■ Saved entries:

╔══

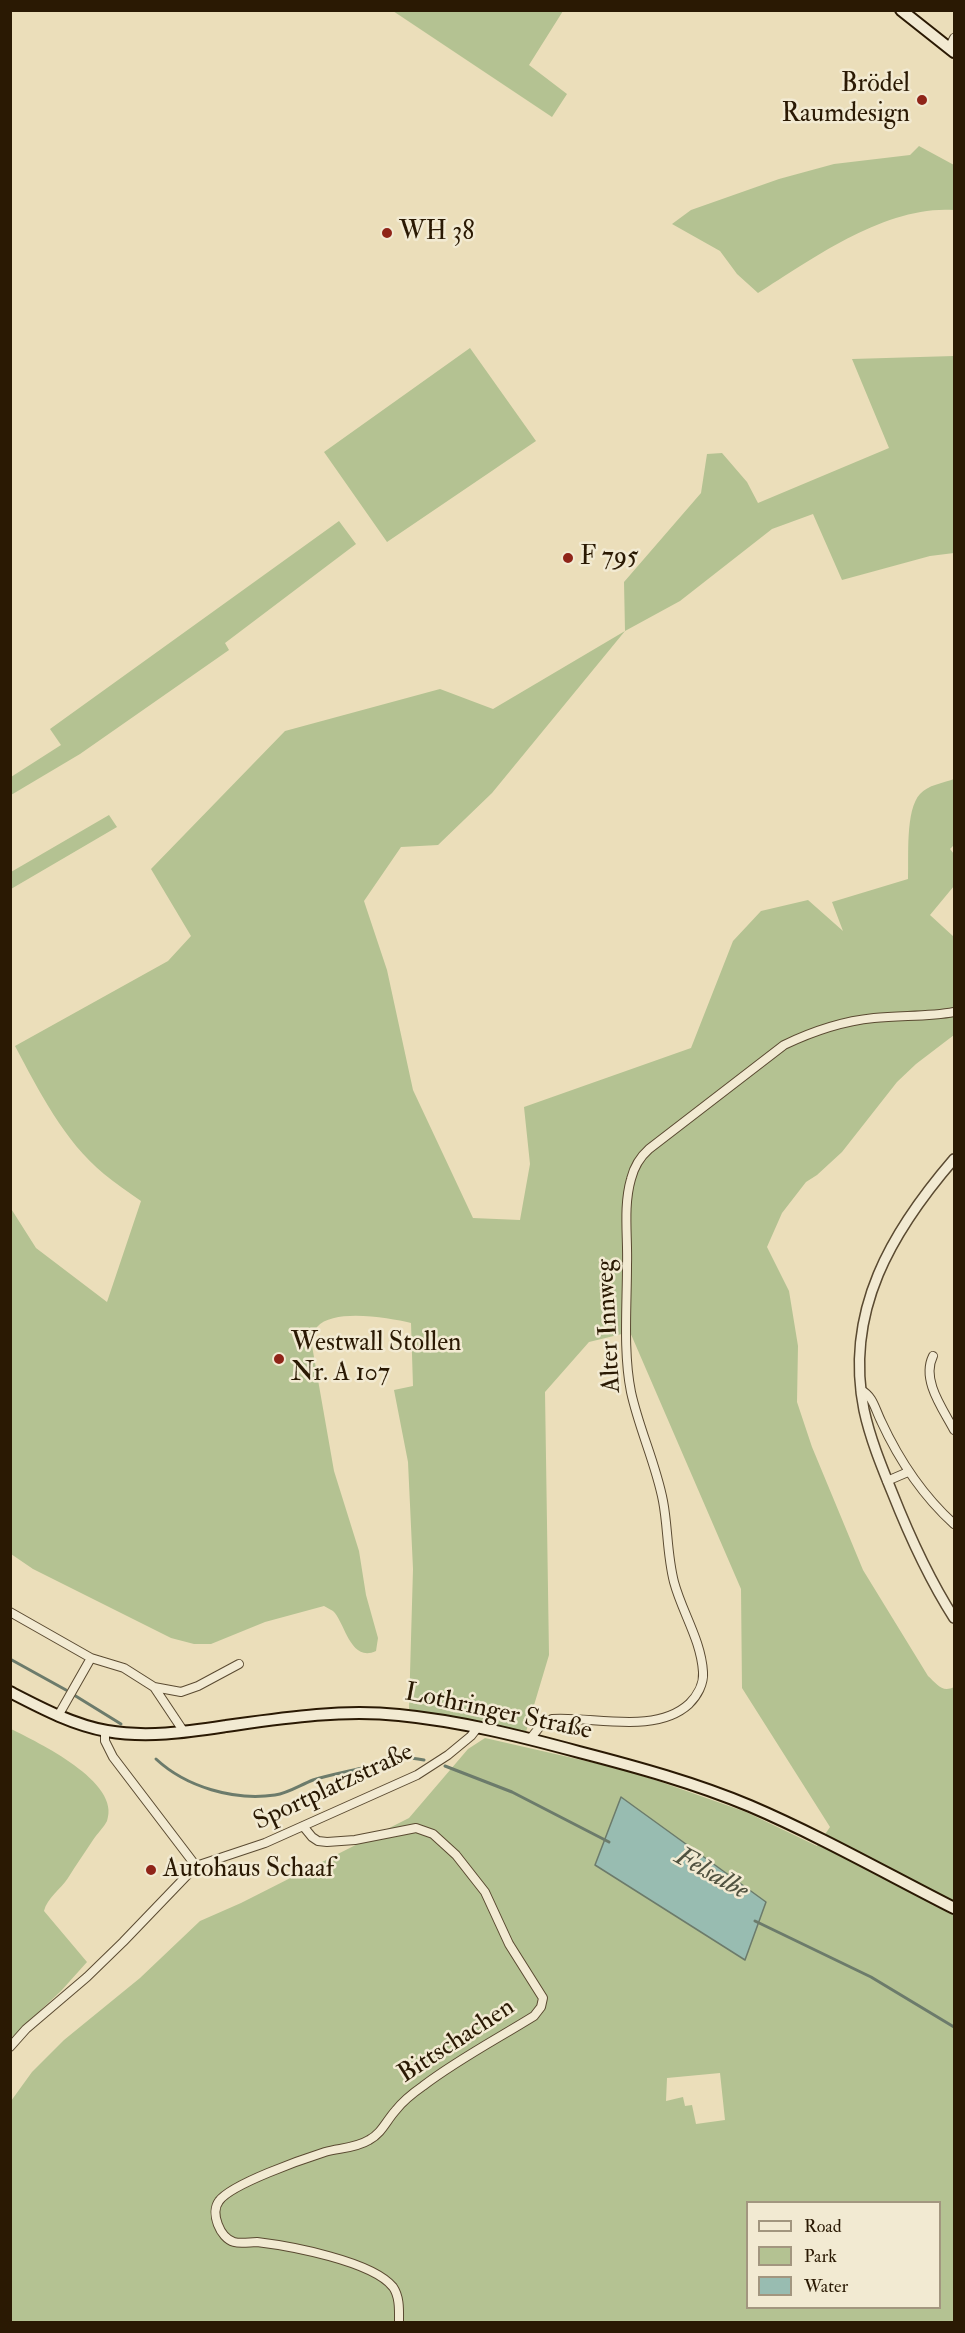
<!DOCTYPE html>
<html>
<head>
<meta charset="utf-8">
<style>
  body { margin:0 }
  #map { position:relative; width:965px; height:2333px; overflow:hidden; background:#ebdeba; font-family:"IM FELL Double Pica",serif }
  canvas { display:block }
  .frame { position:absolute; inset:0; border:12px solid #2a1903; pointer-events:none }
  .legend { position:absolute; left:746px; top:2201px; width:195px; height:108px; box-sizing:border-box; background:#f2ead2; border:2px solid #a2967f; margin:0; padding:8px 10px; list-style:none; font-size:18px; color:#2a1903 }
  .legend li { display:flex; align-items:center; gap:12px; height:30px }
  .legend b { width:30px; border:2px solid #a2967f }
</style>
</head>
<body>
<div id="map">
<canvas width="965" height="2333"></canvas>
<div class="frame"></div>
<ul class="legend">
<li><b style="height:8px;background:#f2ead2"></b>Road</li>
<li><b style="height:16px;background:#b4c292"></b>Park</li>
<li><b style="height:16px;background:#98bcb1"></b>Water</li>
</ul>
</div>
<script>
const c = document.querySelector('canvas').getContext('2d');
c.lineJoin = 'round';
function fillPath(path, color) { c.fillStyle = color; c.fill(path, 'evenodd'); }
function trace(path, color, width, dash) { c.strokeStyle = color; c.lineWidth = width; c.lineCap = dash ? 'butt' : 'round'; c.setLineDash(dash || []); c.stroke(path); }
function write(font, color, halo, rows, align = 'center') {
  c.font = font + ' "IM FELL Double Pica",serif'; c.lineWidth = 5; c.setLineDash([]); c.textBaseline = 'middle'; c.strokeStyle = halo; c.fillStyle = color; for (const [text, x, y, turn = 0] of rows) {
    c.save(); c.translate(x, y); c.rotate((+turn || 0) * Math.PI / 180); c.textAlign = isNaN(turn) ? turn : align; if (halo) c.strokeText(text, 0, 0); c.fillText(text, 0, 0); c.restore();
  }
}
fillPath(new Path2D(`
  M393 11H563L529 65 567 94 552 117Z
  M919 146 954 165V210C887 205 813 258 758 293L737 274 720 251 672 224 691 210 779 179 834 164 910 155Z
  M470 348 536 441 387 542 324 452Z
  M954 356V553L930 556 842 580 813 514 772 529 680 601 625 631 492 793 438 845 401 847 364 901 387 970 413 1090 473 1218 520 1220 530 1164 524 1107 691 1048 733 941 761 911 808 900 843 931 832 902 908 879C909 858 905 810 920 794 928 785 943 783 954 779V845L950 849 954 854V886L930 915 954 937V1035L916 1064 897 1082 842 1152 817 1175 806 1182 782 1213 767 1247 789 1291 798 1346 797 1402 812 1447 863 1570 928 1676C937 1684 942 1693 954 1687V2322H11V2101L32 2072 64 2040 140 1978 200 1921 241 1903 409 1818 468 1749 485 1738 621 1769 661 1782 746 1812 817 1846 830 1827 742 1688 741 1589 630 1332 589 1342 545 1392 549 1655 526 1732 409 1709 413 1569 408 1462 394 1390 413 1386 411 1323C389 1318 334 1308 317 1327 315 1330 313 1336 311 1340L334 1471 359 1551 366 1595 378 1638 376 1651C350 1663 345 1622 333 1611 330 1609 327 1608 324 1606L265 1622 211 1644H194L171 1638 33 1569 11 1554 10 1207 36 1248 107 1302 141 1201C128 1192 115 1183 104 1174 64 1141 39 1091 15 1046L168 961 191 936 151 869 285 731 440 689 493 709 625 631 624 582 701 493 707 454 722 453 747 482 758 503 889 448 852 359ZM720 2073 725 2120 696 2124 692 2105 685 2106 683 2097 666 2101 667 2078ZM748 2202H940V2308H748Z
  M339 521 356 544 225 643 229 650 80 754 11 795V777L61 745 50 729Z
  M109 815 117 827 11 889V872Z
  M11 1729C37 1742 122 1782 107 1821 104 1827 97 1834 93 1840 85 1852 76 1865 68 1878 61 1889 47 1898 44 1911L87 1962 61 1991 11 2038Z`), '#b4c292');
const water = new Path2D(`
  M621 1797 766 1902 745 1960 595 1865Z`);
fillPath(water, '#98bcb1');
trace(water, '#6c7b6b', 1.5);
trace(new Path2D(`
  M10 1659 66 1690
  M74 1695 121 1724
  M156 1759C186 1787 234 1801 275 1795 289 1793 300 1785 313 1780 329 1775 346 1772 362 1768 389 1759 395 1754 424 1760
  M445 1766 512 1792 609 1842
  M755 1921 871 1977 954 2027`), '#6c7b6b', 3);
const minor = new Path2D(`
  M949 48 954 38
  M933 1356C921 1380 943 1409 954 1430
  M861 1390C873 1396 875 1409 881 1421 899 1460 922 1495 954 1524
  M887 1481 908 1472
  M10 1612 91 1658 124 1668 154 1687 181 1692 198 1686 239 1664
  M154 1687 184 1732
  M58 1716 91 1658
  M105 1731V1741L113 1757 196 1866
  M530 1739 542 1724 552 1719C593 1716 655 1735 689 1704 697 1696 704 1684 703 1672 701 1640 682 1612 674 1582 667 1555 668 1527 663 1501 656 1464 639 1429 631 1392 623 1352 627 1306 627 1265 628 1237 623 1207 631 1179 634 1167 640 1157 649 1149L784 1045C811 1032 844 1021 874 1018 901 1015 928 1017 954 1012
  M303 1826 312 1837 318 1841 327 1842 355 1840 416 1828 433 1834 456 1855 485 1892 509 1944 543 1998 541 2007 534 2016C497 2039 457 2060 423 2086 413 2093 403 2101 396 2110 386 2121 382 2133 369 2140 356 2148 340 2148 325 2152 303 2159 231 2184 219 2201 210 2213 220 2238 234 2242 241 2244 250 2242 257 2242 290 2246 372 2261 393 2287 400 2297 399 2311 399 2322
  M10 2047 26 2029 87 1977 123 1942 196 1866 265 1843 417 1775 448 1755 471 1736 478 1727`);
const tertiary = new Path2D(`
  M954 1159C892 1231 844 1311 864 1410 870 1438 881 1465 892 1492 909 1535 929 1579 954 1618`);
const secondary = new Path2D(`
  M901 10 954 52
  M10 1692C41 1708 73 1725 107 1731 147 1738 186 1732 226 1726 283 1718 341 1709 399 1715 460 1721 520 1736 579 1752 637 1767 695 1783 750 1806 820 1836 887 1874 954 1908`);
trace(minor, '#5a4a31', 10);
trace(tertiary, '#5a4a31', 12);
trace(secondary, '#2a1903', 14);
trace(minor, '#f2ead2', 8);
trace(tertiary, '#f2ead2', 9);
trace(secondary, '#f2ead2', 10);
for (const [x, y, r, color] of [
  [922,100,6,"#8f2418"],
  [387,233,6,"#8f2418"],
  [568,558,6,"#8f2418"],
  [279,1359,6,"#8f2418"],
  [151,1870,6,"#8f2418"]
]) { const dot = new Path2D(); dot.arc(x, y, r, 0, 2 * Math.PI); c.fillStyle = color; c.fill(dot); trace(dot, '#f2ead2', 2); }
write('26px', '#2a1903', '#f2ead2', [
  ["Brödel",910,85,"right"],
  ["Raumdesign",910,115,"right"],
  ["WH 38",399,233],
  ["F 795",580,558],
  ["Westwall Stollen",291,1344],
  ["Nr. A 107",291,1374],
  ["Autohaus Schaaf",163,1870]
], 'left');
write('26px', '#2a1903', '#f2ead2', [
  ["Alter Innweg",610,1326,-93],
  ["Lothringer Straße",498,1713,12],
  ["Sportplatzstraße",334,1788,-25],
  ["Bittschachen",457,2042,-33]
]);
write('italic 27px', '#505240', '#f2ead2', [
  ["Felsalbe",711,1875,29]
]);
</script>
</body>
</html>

╚══
╔══

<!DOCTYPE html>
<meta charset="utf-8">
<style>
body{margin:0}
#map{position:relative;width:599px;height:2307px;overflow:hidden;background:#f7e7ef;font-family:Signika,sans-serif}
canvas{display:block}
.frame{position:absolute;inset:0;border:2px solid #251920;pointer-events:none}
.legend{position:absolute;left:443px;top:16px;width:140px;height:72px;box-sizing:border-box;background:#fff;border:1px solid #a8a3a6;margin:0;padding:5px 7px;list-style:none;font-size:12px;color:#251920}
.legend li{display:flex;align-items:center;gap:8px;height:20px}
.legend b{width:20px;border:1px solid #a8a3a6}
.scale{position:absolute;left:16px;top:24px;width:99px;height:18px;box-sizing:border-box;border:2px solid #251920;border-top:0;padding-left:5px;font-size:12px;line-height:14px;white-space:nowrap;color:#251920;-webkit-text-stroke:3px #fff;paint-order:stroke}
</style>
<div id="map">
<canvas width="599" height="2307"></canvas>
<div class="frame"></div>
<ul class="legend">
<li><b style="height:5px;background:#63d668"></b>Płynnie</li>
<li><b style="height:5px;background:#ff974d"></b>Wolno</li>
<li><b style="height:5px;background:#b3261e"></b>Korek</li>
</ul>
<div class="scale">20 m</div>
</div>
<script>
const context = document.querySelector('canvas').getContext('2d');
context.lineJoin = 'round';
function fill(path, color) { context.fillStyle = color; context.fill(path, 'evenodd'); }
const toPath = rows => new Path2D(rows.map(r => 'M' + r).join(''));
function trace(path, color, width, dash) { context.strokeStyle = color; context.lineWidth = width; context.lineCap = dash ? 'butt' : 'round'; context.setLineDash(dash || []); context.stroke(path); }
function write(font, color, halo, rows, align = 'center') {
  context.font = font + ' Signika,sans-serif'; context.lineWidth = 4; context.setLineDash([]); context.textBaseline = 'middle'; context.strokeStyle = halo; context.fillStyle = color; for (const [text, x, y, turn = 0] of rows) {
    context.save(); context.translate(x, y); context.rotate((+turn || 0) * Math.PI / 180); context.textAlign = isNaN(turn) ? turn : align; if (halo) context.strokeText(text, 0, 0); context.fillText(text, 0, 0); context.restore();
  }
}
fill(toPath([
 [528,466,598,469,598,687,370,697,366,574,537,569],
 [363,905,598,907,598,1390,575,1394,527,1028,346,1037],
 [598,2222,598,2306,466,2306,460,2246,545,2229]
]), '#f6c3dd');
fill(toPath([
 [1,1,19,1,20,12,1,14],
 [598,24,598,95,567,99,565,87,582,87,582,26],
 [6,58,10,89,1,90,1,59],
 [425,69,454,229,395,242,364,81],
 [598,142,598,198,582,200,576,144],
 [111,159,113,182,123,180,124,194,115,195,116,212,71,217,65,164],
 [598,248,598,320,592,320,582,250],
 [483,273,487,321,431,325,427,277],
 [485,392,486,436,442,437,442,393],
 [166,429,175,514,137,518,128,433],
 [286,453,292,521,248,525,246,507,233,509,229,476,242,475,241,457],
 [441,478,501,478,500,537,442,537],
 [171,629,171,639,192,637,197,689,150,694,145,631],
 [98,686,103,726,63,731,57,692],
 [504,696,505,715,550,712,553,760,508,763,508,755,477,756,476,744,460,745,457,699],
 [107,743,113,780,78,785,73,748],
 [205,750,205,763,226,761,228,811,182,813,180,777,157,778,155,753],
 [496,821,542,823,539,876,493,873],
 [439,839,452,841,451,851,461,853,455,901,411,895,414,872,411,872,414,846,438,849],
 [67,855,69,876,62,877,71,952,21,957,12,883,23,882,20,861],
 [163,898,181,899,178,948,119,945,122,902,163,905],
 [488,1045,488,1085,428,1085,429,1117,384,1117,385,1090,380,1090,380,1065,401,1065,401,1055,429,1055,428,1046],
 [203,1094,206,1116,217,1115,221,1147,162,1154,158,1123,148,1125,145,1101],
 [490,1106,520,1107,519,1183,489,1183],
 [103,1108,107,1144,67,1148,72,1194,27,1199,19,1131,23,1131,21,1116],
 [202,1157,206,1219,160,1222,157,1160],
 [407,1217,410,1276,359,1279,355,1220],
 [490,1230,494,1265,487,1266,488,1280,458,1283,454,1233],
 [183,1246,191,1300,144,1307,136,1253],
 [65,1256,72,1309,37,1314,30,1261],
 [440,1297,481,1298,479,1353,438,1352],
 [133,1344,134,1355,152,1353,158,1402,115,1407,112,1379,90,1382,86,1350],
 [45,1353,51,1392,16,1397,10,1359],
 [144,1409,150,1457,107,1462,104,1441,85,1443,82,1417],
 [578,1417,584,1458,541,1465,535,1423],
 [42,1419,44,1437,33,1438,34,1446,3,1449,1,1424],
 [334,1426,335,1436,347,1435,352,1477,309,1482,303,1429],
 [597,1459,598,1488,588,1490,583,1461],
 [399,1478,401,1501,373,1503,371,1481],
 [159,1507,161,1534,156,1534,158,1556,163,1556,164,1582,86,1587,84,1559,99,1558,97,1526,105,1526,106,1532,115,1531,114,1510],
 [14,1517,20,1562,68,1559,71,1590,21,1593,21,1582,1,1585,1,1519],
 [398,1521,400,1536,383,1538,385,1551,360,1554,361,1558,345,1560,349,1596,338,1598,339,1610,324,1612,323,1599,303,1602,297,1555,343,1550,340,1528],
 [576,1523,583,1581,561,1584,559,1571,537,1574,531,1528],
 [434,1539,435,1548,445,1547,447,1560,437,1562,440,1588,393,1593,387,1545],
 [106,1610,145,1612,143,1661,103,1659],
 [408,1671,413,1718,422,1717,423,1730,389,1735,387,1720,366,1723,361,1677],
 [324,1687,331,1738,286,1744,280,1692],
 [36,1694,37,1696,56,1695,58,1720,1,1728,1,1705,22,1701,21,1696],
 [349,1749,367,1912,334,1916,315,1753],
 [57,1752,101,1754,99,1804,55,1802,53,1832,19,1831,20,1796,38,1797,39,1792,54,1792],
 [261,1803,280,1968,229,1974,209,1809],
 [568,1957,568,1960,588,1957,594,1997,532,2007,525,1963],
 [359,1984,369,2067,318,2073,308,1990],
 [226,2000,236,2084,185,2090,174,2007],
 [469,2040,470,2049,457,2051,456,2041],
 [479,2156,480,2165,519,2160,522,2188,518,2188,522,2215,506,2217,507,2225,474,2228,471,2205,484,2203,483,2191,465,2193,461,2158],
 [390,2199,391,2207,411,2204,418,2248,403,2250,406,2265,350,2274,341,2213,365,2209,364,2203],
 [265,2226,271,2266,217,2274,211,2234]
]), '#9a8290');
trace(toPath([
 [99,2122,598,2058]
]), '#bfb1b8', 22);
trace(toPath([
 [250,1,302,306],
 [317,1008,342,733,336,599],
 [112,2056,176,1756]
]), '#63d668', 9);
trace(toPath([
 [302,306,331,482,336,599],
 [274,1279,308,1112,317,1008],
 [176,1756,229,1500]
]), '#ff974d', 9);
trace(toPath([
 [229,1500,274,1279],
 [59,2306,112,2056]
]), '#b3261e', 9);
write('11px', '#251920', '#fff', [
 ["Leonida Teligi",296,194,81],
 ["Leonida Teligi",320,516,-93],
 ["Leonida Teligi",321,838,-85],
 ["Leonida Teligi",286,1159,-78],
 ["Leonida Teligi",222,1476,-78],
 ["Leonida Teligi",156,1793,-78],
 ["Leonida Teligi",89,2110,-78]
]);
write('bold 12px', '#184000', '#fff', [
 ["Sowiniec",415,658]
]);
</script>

╚══

■ WHAT THE TASK REQUIRES:
Where a line in the records above contains the word "halo", copy that line.

■ RESPONSE BOX:
function write(font, color, halo, rows, align = 'center') {
  c.font = font + ' "IM FELL Double Pica",serif'; c.lineWidth = 5; c.setLineDash([]); c.textBaseline = 'middle'; c.strokeStyle = halo; c.fillStyle = color; for (const [text, x, y, turn = 0] of rows) {
    c.save(); c.translate(x, y); c.rotate((+turn || 0) * Math.PI / 180); c.textAlign = isNaN(turn) ? turn : align; if (halo) c.strokeText(text, 0, 0); c.fillText(text, 0, 0); c.restore();
function write(font, color, halo, rows, align = 'center') {
  context.font = font + ' Signika,sans-serif'; context.lineWidth = 4; context.setLineDash([]); context.textBaseline = 'middle'; context.strokeStyle = halo; context.fillStyle = color; for (const [text, x, y, turn = 0] of rows) {
    context.save(); context.translate(x, y); context.rotate((+turn || 0) * Math.PI / 180); context.textAlign = isNaN(turn) ? turn : align; if (halo) context.strokeText(text, 0, 0); context.fillText(text, 0, 0); context.restore();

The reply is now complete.